Data on the number of patients who are admitted to hospital due to Covid complications compared to those who test positive after being admitted for other reasons is being sought by the Government.
At present, the HSE Covid hub website states that there are 141 people in hospital who have tested positive for coronavirus, of whom 22 are in ICU.
A Government spokesperson said it is "seeking better data on hospitalisations in order to better inform decision making.
"This includes details on the total number of positive cases in hospital, the number who contracted Covid while in hospital, and those being treated for Covid specifically."
RTÉ has also requested this information from the HSE but no data has been forthcoming.
The Government spokesperson added: "Details are also being sought on how many travel-related cases had been fully vaccinated.
"The matter will be discussed further with the National Public Health Emergency Team."
Last week, HSE Chief Clinical Officer Dr Colm Henry said the "great majority of [Covid patients are in hospital] because they are sick with Covid.
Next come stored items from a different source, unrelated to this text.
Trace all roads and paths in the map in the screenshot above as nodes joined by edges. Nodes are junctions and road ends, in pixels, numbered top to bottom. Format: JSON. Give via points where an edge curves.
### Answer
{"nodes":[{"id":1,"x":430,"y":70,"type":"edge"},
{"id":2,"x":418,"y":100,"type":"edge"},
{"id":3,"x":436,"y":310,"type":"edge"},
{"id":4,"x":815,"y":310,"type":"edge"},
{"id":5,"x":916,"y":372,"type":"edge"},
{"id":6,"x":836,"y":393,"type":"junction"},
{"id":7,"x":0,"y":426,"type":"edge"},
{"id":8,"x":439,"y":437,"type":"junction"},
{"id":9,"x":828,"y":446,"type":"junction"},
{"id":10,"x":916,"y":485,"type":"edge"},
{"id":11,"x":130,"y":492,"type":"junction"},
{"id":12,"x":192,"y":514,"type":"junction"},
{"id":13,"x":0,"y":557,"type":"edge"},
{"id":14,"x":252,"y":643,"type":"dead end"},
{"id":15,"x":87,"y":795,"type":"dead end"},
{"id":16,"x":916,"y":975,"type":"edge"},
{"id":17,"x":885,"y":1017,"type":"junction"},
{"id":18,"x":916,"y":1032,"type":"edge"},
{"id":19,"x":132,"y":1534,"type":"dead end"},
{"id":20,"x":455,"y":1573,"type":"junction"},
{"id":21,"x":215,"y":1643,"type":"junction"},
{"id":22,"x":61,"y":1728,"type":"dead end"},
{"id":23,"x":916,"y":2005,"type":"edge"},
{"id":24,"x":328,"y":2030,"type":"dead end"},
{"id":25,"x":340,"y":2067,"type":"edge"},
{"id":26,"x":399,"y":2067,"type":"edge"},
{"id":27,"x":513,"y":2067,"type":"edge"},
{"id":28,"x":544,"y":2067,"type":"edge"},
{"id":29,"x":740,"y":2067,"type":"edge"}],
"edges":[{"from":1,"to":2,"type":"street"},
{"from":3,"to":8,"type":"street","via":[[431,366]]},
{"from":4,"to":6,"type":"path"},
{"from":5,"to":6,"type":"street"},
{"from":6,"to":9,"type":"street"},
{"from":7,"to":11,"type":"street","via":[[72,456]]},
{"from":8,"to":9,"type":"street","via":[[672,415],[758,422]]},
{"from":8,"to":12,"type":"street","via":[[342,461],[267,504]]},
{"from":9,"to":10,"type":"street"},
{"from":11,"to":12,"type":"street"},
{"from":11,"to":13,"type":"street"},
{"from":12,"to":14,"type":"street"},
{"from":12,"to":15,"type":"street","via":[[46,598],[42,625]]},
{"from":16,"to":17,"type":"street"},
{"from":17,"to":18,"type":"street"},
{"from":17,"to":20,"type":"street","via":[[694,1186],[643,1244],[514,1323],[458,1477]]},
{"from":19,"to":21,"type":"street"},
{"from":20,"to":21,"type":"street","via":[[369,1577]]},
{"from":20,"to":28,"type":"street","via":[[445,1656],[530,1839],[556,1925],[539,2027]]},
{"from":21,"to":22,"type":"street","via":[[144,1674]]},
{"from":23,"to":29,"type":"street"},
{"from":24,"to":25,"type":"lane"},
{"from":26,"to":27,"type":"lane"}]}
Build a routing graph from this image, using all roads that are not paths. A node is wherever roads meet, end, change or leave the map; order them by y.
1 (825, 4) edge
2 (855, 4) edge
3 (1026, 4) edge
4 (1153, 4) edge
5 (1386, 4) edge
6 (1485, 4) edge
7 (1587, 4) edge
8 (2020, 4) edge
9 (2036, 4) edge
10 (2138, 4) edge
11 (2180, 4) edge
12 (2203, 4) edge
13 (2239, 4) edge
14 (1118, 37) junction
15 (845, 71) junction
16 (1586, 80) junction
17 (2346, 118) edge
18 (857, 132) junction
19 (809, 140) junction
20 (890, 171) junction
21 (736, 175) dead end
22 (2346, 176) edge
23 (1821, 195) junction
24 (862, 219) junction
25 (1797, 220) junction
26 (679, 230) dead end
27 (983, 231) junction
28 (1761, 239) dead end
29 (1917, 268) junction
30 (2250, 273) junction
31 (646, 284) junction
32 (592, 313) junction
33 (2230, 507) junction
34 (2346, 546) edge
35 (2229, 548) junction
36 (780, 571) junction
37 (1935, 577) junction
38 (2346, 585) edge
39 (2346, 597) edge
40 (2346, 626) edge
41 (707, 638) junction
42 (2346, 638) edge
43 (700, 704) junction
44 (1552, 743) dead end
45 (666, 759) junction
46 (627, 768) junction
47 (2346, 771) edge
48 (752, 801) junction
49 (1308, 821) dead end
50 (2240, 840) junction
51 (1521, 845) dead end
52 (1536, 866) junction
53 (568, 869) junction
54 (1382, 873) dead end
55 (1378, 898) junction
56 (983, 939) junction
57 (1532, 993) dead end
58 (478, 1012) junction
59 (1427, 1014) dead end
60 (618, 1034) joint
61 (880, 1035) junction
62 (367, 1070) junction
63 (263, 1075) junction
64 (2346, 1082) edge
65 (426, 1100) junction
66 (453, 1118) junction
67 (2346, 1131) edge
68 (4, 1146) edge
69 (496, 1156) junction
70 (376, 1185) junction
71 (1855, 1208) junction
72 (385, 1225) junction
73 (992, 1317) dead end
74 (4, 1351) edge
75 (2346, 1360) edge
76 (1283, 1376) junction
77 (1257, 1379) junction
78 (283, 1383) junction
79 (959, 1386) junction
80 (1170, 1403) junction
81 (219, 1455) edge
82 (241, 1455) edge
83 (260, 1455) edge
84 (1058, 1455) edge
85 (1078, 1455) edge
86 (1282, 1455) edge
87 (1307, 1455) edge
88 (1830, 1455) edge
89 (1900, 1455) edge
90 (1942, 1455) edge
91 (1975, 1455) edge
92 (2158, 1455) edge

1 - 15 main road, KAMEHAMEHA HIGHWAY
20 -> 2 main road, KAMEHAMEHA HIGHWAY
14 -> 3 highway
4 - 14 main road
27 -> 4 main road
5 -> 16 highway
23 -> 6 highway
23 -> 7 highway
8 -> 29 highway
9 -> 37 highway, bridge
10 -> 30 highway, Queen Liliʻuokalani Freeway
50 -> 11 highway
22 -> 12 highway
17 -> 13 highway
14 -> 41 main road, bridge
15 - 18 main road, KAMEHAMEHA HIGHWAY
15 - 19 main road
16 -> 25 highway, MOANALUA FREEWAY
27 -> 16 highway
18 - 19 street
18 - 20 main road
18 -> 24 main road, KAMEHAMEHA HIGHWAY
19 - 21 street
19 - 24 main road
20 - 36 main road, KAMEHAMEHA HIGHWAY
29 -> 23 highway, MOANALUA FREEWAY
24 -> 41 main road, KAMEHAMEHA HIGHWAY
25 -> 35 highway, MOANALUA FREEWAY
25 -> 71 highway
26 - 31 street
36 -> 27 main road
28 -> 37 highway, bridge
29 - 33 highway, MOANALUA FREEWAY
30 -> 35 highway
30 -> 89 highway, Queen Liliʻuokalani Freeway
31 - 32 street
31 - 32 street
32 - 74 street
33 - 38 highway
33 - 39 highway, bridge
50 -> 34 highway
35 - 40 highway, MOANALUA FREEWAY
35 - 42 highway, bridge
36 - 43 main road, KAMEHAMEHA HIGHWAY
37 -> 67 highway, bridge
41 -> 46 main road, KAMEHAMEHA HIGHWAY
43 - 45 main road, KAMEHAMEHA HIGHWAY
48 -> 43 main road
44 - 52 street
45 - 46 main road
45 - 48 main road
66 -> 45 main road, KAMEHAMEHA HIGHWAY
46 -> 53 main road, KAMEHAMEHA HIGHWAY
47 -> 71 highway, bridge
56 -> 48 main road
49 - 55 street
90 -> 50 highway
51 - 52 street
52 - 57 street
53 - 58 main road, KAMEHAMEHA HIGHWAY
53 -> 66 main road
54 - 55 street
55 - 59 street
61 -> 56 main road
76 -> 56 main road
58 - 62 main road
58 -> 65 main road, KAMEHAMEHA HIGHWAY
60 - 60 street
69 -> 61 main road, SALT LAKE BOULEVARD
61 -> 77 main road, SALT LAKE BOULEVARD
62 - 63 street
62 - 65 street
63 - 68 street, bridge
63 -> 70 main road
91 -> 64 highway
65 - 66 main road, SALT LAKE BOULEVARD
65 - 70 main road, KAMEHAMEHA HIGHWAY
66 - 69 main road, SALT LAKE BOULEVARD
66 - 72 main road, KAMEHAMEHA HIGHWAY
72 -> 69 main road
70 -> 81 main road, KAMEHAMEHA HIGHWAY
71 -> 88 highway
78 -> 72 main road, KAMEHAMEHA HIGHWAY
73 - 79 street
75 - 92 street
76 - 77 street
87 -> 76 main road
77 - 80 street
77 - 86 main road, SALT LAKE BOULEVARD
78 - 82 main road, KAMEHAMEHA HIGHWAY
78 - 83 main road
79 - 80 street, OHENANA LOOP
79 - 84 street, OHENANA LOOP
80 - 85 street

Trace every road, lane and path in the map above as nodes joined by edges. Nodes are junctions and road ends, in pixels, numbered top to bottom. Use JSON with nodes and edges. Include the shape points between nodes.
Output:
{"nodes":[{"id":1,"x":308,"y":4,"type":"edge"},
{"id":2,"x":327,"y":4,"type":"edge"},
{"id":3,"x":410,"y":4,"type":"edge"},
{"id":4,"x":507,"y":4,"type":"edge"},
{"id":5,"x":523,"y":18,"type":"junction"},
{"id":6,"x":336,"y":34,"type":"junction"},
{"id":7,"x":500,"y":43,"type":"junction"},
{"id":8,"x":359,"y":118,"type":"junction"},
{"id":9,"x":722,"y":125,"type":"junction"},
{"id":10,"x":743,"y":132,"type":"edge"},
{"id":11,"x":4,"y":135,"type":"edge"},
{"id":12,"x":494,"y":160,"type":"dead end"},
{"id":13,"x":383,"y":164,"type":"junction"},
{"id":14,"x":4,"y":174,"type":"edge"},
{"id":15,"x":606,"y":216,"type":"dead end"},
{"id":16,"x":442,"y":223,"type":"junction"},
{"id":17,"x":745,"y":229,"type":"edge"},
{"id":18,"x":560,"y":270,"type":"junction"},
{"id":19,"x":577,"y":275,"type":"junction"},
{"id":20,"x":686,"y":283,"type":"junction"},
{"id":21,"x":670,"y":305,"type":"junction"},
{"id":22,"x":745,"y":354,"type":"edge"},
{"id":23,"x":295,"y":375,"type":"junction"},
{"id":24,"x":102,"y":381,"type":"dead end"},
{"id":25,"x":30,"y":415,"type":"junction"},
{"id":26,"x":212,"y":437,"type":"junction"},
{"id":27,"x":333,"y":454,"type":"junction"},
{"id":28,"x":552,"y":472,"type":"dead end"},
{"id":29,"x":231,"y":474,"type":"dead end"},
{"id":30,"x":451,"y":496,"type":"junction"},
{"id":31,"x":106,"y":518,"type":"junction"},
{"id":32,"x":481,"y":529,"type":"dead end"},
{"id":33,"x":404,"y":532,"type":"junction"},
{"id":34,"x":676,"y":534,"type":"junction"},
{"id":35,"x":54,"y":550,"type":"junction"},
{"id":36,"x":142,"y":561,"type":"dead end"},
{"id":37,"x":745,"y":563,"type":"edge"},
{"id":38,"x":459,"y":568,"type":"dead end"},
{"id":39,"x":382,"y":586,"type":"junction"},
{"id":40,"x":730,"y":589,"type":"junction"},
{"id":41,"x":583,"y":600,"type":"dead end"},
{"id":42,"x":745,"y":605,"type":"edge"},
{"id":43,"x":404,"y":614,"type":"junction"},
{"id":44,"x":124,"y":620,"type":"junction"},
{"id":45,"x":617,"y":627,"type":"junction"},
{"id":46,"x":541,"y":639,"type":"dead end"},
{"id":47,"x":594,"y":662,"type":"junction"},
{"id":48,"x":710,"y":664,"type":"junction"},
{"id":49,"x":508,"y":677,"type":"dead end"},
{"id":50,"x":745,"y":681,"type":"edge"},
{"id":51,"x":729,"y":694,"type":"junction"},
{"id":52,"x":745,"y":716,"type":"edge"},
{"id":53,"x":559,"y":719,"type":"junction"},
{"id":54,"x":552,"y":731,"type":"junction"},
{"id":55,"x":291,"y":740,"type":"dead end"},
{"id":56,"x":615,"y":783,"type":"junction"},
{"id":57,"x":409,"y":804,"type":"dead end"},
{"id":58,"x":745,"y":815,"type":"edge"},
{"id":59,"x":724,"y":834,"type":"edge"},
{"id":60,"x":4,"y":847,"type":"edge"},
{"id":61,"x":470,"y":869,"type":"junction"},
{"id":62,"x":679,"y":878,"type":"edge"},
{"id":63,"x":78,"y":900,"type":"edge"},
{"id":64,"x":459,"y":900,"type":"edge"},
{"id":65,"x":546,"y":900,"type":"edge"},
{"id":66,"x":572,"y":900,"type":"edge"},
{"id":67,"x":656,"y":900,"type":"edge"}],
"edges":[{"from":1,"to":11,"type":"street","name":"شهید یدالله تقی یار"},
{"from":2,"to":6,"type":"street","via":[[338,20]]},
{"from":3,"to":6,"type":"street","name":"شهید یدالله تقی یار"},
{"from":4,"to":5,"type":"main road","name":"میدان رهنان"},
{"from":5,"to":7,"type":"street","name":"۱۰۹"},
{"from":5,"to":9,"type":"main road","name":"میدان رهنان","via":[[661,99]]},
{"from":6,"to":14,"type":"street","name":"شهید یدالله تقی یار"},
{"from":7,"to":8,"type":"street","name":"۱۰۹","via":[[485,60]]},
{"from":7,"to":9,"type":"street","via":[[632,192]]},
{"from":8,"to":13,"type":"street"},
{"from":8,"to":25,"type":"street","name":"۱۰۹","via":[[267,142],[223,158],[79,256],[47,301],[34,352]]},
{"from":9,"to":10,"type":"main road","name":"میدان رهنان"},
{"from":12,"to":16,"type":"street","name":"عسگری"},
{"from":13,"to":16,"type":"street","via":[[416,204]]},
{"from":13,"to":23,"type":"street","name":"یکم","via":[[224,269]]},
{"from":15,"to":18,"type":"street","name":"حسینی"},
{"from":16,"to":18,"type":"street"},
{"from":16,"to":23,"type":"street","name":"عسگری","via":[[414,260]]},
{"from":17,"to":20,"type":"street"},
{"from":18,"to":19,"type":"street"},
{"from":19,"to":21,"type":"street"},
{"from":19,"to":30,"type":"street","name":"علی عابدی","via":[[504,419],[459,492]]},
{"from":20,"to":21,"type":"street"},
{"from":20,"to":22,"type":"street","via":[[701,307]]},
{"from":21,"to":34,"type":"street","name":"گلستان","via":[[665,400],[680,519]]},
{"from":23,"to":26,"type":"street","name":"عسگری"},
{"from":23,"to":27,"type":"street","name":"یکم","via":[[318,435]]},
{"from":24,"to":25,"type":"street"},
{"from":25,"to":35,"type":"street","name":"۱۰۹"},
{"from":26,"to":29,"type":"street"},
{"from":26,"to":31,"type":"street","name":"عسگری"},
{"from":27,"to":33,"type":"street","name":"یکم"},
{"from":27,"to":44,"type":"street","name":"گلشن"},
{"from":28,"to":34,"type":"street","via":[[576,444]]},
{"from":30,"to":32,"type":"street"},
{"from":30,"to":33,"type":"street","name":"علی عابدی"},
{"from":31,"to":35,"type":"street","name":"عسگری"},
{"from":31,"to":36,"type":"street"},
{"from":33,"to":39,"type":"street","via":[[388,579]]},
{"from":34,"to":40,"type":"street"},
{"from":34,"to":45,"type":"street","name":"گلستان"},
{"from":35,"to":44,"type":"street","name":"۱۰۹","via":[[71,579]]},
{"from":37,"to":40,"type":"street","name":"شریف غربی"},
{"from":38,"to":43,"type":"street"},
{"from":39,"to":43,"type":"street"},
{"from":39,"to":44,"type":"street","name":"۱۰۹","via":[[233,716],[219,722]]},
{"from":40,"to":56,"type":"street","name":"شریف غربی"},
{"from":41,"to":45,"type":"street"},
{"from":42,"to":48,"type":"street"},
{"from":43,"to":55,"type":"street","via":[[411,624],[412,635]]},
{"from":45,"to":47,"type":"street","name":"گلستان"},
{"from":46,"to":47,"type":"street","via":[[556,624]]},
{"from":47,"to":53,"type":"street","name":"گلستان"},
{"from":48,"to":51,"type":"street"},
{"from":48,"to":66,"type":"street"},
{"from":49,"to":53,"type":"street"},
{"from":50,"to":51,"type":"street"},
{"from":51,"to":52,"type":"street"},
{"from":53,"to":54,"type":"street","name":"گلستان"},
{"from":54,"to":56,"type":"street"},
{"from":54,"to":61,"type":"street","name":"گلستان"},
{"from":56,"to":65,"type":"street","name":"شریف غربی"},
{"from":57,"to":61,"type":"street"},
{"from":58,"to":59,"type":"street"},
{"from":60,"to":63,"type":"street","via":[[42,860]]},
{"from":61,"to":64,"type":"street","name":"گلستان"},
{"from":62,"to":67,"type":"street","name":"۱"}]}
"In some cases there are outbreaks, and in those outbreaks people have been picked up who either didn't have symptoms, or very mild symptoms."
However, Tony Canavan, CEO of the Saolta Hospital Group, told RTÉ's Morning Ireland last week that "nearly all the [coronavirus] cases" in the group's hospitals "are being admitted for other reasons" than Covid-19.
Of those that do test positive for the disease, "the majority are exhibiting mild or moderate symptoms".
Meanwhile, a specialist in Public Health Medicine at the Department of Public Health in the Midlands said a number of teenagers and young adults may have acquired Covid-19 intentionally at social events.
Dr Douglas Hamilton said it appears that the objective may have been to become quickly eligible to apply for a Covid Digital Recovery Certificate.
He said this is extremely risky and dangerous as the Delta variant has higher morbidity and mortality rates, also for young people, along with the risk of Long Covid.
Dr Hamilton said there is also the risk that the virus could be passed to people who may not have "mounted as good an immune response to vaccination as younger and fully fit people, putting them at risk of serious disease".
He added that vaccination provides better immunity than infection and urged people who are not yet vaccinated to avoid large social gatherings.
Separately, a further 639 cases of Covid-19 have been reported in Northern Ireland, the Department of Health said.
No further deaths of patients who had previously tested positive for the virus have been notified.
As of this morning there were 208 Covid-19 positive patients in hospital, with 25 in intensive care.
In total, 2, 208,466 vaccines have been administered.